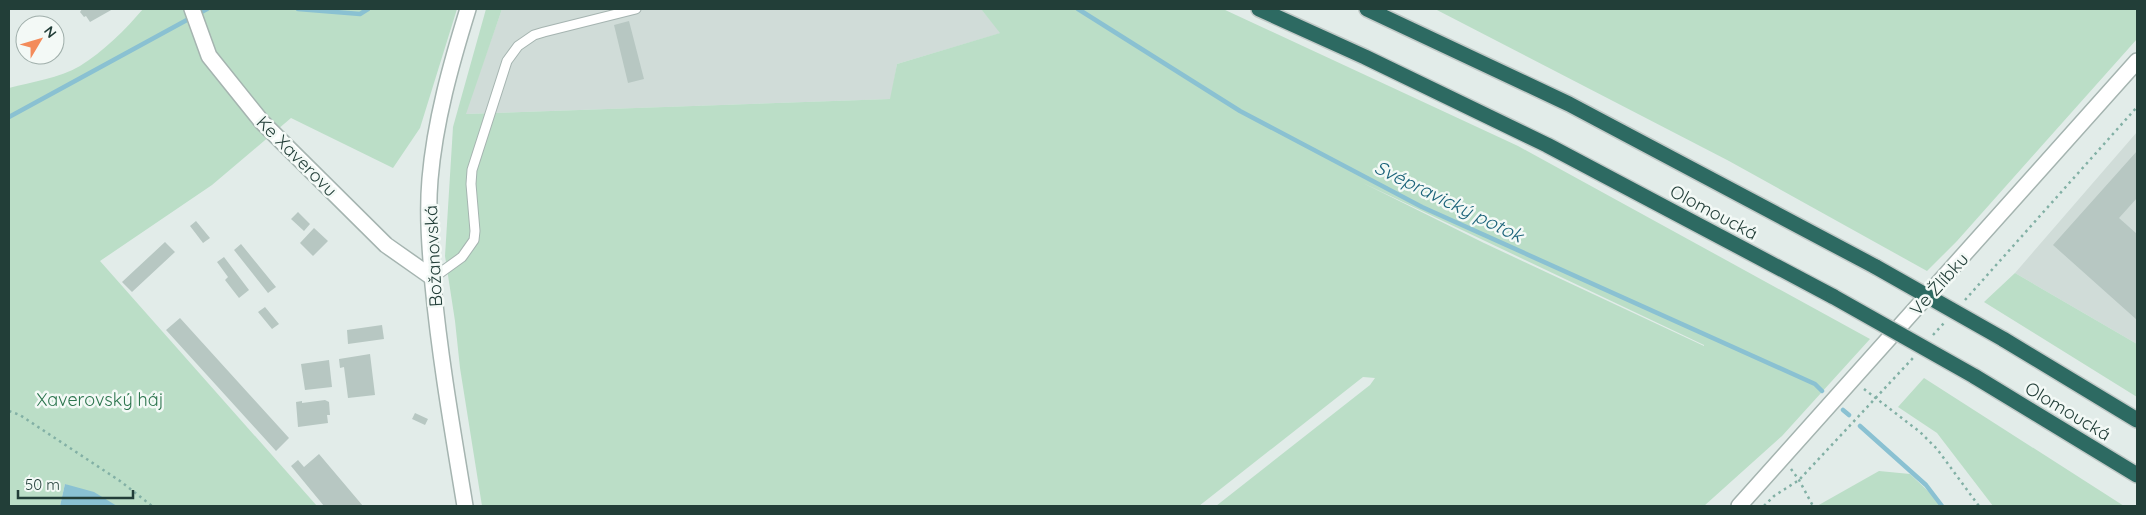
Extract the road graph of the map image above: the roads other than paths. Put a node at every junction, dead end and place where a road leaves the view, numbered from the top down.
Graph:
1 (468, 9) edge
2 (636, 9) edge
3 (1259, 9) edge
4 (1367, 9) edge
5 (193, 14) edge
6 (2135, 69) edge
7 (433, 278) junction
8 (2137, 420) edge
9 (2137, 475) edge
10 (465, 506) edge
11 (1739, 506) edge

1 - 7 street, Božanovská
2 - 7 lane
3 - 9 highway, Olomoucká, bridge
4 - 8 highway, Olomoucká, bridge
5 - 7 street, Ke Xaverovu
6 - 11 street, Ve Žlíbku
7 - 10 street, Božanovská

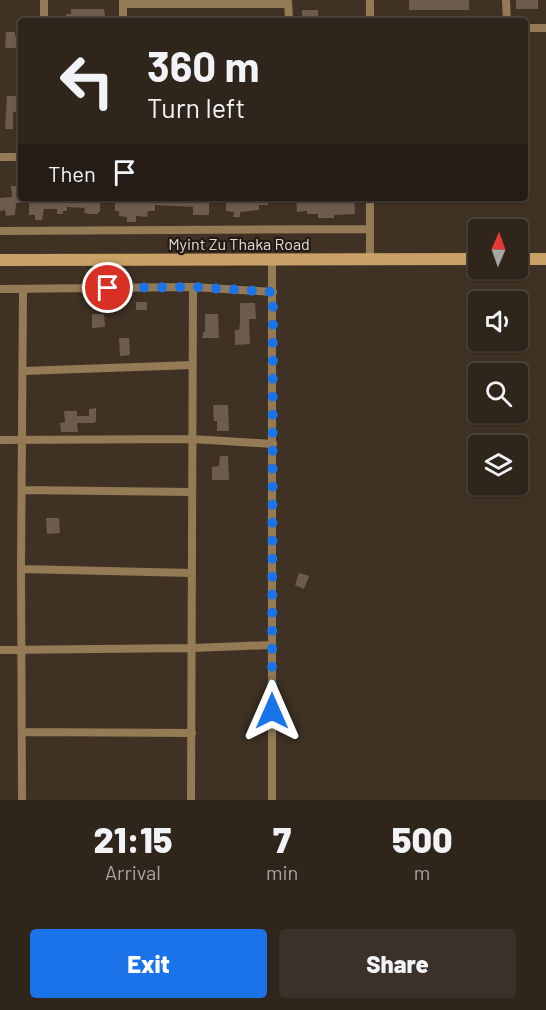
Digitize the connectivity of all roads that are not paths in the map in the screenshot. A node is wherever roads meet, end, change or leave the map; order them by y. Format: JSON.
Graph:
{"nodes":[{"id":1,"x":44,"y":0,"type":"edge"},
{"id":2,"x":370,"y":0,"type":"edge"},
{"id":3,"x":506,"y":0,"type":"edge"},
{"id":4,"x":123,"y":2,"type":"edge"},
{"id":5,"x":288,"y":2,"type":"edge"},
{"id":6,"x":44,"y":18,"type":"edge"},
{"id":7,"x":123,"y":18,"type":"edge"},
{"id":8,"x":289,"y":18,"type":"edge"},
{"id":9,"x":370,"y":18,"type":"edge"},
{"id":10,"x":507,"y":18,"type":"edge"},
{"id":11,"x":528,"y":28,"type":"edge"},
{"id":12,"x":546,"y":28,"type":"edge"},
{"id":13,"x":18,"y":157,"type":"edge"},
{"id":14,"x":0,"y":158,"type":"edge"},
{"id":15,"x":370,"y":201,"type":"edge"},
{"id":16,"x":369,"y":229,"type":"junction"},
{"id":17,"x":0,"y":231,"type":"edge"},
{"id":18,"x":369,"y":259,"type":"junction"},
{"id":19,"x":468,"y":259,"type":"edge"},
{"id":20,"x":528,"y":259,"type":"edge"},
{"id":21,"x":546,"y":259,"type":"edge"},
{"id":22,"x":0,"y":260,"type":"edge"},
{"id":23,"x":272,"y":260,"type":"junction"},
{"id":24,"x":193,"y":287,"type":"junction"},
{"id":25,"x":0,"y":289,"type":"edge"},
{"id":26,"x":23,"y":289,"type":"junction"},
{"id":27,"x":273,"y":292,"type":"junction"},
{"id":28,"x":192,"y":365,"type":"junction"},
{"id":29,"x":24,"y":371,"type":"junction"},
{"id":30,"x":0,"y":440,"type":"edge"},
{"id":31,"x":22,"y":440,"type":"junction"},
{"id":32,"x":192,"y":440,"type":"junction"},
{"id":33,"x":273,"y":444,"type":"junction"},
{"id":34,"x":22,"y":490,"type":"junction"},
{"id":35,"x":192,"y":492,"type":"junction"},
{"id":36,"x":21,"y":569,"type":"junction"},
{"id":37,"x":192,"y":573,"type":"junction"},
{"id":38,"x":272,"y":645,"type":"junction"},
{"id":39,"x":192,"y":648,"type":"junction"},
{"id":40,"x":22,"y":649,"type":"junction"},
{"id":41,"x":0,"y":650,"type":"edge"},
{"id":42,"x":21,"y":732,"type":"junction"},
{"id":43,"x":192,"y":733,"type":"junction"},
{"id":44,"x":22,"y":800,"type":"edge"},
{"id":45,"x":191,"y":800,"type":"edge"},
{"id":46,"x":272,"y":800,"type":"edge"}],
"edges":[{"from":1,"to":6,"type":"street"},
{"from":2,"to":9,"type":"street"},
{"from":3,"to":10,"type":"street"},
{"from":4,"to":5,"type":"street"},
{"from":4,"to":7,"type":"street"},
{"from":5,"to":8,"type":"street"},
{"from":11,"to":12,"type":"street"},
{"from":13,"to":14,"type":"street"},
{"from":15,"to":16,"type":"street"},
{"from":16,"to":17,"type":"street"},
{"from":16,"to":18,"type":"street"},
{"from":18,"to":19,"type":"street","name":"Myint Zu Thaka Road"},
{"from":18,"to":23,"type":"street","name":"Myint Zu Thaka Road"},
{"from":20,"to":21,"type":"street"},
{"from":22,"to":23,"type":"street","name":"Myint Zu Thaka Road"},
{"from":23,"to":27,"type":"street"},
{"from":24,"to":26,"type":"street"},
{"from":24,"to":27,"type":"street"},
{"from":24,"to":28,"type":"street"},
{"from":25,"to":26,"type":"street"},
{"from":26,"to":29,"type":"street"},
{"from":27,"to":33,"type":"street"},
{"from":28,"to":29,"type":"street"},
{"from":28,"to":32,"type":"street"},
{"from":29,"to":31,"type":"street"},
{"from":30,"to":31,"type":"street"},
{"from":31,"to":32,"type":"street"},
{"from":31,"to":34,"type":"street"},
{"from":32,"to":33,"type":"street"},
{"from":32,"to":35,"type":"street"},
{"from":33,"to":38,"type":"street"},
{"from":34,"to":35,"type":"street"},
{"from":34,"to":36,"type":"street"},
{"from":35,"to":37,"type":"street"},
{"from":36,"to":37,"type":"street"},
{"from":36,"to":40,"type":"street"},
{"from":37,"to":39,"type":"street"},
{"from":38,"to":39,"type":"street"},
{"from":38,"to":46,"type":"street"},
{"from":39,"to":40,"type":"street"},
{"from":39,"to":43,"type":"street"},
{"from":40,"to":41,"type":"street"},
{"from":40,"to":42,"type":"street"},
{"from":42,"to":43,"type":"street"},
{"from":42,"to":44,"type":"street"},
{"from":43,"to":45,"type":"street"}]}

───

__WORK INSTRUCTION__: An exact copy of every entry above is needed, minus the pictures.

__SOLUTION TO THE PROBLEM__:
Extract the road graph of the map image above: the roads other than paths. Put a node at every junction, dead end and place where a road leaves the view, numbered from the top down.
Graph:
1 (468, 9) edge
2 (636, 9) edge
3 (1259, 9) edge
4 (1367, 9) edge
5 (193, 14) edge
6 (2135, 69) edge
7 (433, 278) junction
8 (2137, 420) edge
9 (2137, 475) edge
10 (465, 506) edge
11 (1739, 506) edge

1 - 7 street, Božanovská
2 - 7 lane
3 - 9 highway, Olomoucká, bridge
4 - 8 highway, Olomoucká, bridge
5 - 7 street, Ke Xaverovu
6 - 11 street, Ve Žlíbku
7 - 10 street, Božanovská

Digitize the connectivity of all roads that are not paths in the map in the screenshot. A node is wherever roads meet, end, change or leave the map; order them by y. Format: JSON.
Graph:
{"nodes":[{"id":1,"x":44,"y":0,"type":"edge"},
{"id":2,"x":370,"y":0,"type":"edge"},
{"id":3,"x":506,"y":0,"type":"edge"},
{"id":4,"x":123,"y":2,"type":"edge"},
{"id":5,"x":288,"y":2,"type":"edge"},
{"id":6,"x":44,"y":18,"type":"edge"},
{"id":7,"x":123,"y":18,"type":"edge"},
{"id":8,"x":289,"y":18,"type":"edge"},
{"id":9,"x":370,"y":18,"type":"edge"},
{"id":10,"x":507,"y":18,"type":"edge"},
{"id":11,"x":528,"y":28,"type":"edge"},
{"id":12,"x":546,"y":28,"type":"edge"},
{"id":13,"x":18,"y":157,"type":"edge"},
{"id":14,"x":0,"y":158,"type":"edge"},
{"id":15,"x":370,"y":201,"type":"edge"},
{"id":16,"x":369,"y":229,"type":"junction"},
{"id":17,"x":0,"y":231,"type":"edge"},
{"id":18,"x":369,"y":259,"type":"junction"},
{"id":19,"x":468,"y":259,"type":"edge"},
{"id":20,"x":528,"y":259,"type":"edge"},
{"id":21,"x":546,"y":259,"type":"edge"},
{"id":22,"x":0,"y":260,"type":"edge"},
{"id":23,"x":272,"y":260,"type":"junction"},
{"id":24,"x":193,"y":287,"type":"junction"},
{"id":25,"x":0,"y":289,"type":"edge"},
{"id":26,"x":23,"y":289,"type":"junction"},
{"id":27,"x":273,"y":292,"type":"junction"},
{"id":28,"x":192,"y":365,"type":"junction"},
{"id":29,"x":24,"y":371,"type":"junction"},
{"id":30,"x":0,"y":440,"type":"edge"},
{"id":31,"x":22,"y":440,"type":"junction"},
{"id":32,"x":192,"y":440,"type":"junction"},
{"id":33,"x":273,"y":444,"type":"junction"},
{"id":34,"x":22,"y":490,"type":"junction"},
{"id":35,"x":192,"y":492,"type":"junction"},
{"id":36,"x":21,"y":569,"type":"junction"},
{"id":37,"x":192,"y":573,"type":"junction"},
{"id":38,"x":272,"y":645,"type":"junction"},
{"id":39,"x":192,"y":648,"type":"junction"},
{"id":40,"x":22,"y":649,"type":"junction"},
{"id":41,"x":0,"y":650,"type":"edge"},
{"id":42,"x":21,"y":732,"type":"junction"},
{"id":43,"x":192,"y":733,"type":"junction"},
{"id":44,"x":22,"y":800,"type":"edge"},
{"id":45,"x":191,"y":800,"type":"edge"},
{"id":46,"x":272,"y":800,"type":"edge"}],
"edges":[{"from":1,"to":6,"type":"street"},
{"from":2,"to":9,"type":"street"},
{"from":3,"to":10,"type":"street"},
{"from":4,"to":5,"type":"street"},
{"from":4,"to":7,"type":"street"},
{"from":5,"to":8,"type":"street"},
{"from":11,"to":12,"type":"street"},
{"from":13,"to":14,"type":"street"},
{"from":15,"to":16,"type":"street"},
{"from":16,"to":17,"type":"street"},
{"from":16,"to":18,"type":"street"},
{"from":18,"to":19,"type":"street","name":"Myint Zu Thaka Road"},
{"from":18,"to":23,"type":"street","name":"Myint Zu Thaka Road"},
{"from":20,"to":21,"type":"street"},
{"from":22,"to":23,"type":"street","name":"Myint Zu Thaka Road"},
{"from":23,"to":27,"type":"street"},
{"from":24,"to":26,"type":"street"},
{"from":24,"to":27,"type":"street"},
{"from":24,"to":28,"type":"street"},
{"from":25,"to":26,"type":"street"},
{"from":26,"to":29,"type":"street"},
{"from":27,"to":33,"type":"street"},
{"from":28,"to":29,"type":"street"},
{"from":28,"to":32,"type":"street"},
{"from":29,"to":31,"type":"street"},
{"from":30,"to":31,"type":"street"},
{"from":31,"to":32,"type":"street"},
{"from":31,"to":34,"type":"street"},
{"from":32,"to":33,"type":"street"},
{"from":32,"to":35,"type":"street"},
{"from":33,"to":38,"type":"street"},
{"from":34,"to":35,"type":"street"},
{"from":34,"to":36,"type":"street"},
{"from":35,"to":37,"type":"street"},
{"from":36,"to":37,"type":"street"},
{"from":36,"to":40,"type":"street"},
{"from":37,"to":39,"type":"street"},
{"from":38,"to":39,"type":"street"},
{"from":38,"to":46,"type":"street"},
{"from":39,"to":40,"type":"street"},
{"from":39,"to":43,"type":"street"},
{"from":40,"to":41,"type":"street"},
{"from":40,"to":42,"type":"street"},
{"from":42,"to":43,"type":"street"},
{"from":42,"to":44,"type":"street"},
{"from":43,"to":45,"type":"street"}]}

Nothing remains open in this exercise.